= PROMPT =
Check each line below for the word "graph" and give the number of lines that have it, nothing more.

= DATA FOR THIS EXERCISE =
++++++++

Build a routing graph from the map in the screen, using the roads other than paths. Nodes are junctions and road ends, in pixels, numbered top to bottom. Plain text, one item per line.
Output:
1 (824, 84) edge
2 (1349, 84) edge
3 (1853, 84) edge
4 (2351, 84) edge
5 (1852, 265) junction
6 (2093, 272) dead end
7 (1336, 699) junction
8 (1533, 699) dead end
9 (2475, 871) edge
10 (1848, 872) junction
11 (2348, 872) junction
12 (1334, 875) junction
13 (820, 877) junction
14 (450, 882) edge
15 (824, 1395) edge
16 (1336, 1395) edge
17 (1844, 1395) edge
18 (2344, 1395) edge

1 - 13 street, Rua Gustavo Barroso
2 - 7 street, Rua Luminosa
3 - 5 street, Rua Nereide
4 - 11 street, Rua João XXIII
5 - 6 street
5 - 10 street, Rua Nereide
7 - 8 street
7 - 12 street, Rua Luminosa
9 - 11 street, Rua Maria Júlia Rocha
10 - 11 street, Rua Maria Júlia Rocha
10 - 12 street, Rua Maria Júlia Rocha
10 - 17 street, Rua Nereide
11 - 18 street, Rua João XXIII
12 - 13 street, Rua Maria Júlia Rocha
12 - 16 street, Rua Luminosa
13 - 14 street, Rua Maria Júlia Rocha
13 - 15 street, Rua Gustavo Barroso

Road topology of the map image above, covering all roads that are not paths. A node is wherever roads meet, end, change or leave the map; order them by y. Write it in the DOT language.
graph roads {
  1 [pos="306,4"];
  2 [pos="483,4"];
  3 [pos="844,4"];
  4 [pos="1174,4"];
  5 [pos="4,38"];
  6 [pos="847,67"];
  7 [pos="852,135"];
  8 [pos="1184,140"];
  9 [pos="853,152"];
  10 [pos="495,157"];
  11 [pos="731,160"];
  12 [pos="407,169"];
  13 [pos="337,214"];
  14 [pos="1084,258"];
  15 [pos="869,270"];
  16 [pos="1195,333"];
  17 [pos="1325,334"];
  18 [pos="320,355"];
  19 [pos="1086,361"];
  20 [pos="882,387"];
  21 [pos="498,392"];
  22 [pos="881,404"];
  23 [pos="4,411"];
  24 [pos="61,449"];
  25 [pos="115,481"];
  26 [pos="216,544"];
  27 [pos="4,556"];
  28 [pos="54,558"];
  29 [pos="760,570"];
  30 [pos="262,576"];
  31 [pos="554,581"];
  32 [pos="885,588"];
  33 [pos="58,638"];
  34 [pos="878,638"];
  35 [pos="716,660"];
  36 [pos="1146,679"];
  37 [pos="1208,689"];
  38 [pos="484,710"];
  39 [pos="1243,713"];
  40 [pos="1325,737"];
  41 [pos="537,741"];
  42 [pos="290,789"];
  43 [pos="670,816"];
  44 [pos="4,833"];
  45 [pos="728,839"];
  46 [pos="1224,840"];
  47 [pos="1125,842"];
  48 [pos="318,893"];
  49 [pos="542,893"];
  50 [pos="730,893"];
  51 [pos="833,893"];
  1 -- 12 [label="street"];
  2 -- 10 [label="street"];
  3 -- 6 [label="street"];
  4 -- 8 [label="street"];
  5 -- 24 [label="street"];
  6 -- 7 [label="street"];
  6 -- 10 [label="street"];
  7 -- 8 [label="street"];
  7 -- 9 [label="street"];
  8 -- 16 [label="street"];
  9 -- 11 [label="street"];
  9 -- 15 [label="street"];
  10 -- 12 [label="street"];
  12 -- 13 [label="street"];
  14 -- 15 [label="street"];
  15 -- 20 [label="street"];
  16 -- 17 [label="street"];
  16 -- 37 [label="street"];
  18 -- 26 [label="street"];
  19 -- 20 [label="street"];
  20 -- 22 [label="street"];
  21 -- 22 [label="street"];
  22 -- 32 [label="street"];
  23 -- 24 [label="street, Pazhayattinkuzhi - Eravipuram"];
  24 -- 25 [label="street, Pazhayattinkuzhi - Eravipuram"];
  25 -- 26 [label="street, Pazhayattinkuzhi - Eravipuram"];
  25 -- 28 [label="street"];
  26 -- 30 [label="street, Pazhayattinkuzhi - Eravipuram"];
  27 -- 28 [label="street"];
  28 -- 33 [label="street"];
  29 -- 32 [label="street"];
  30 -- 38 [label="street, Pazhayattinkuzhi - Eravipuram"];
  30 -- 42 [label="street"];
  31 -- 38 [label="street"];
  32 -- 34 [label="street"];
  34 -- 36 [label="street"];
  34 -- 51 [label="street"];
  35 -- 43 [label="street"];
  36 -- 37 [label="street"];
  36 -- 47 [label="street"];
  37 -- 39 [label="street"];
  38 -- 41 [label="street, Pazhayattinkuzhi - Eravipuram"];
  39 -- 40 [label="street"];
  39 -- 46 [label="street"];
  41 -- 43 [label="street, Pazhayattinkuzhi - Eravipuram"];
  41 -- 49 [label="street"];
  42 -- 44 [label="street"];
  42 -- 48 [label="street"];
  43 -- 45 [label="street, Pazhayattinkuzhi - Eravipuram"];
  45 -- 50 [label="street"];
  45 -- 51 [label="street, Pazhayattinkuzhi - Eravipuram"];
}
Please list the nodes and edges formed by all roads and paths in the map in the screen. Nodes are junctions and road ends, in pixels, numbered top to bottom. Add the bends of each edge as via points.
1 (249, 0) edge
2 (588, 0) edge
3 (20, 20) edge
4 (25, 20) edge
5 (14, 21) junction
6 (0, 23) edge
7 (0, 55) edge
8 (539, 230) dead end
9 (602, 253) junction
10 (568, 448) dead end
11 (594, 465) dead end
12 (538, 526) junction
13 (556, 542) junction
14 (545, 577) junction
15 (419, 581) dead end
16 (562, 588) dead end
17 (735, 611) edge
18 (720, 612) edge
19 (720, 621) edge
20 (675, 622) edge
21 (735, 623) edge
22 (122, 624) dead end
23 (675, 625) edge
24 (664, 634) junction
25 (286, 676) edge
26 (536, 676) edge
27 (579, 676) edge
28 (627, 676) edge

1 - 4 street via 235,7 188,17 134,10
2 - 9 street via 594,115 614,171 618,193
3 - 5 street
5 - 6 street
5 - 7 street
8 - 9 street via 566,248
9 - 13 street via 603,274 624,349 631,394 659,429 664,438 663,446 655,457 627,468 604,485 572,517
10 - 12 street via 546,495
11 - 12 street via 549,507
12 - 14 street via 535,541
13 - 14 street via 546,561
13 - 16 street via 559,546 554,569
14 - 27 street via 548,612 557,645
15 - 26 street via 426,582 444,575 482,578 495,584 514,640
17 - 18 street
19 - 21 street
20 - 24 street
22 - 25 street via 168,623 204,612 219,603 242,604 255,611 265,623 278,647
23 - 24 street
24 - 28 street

++++++++

= WRITTEN ANSWER =
2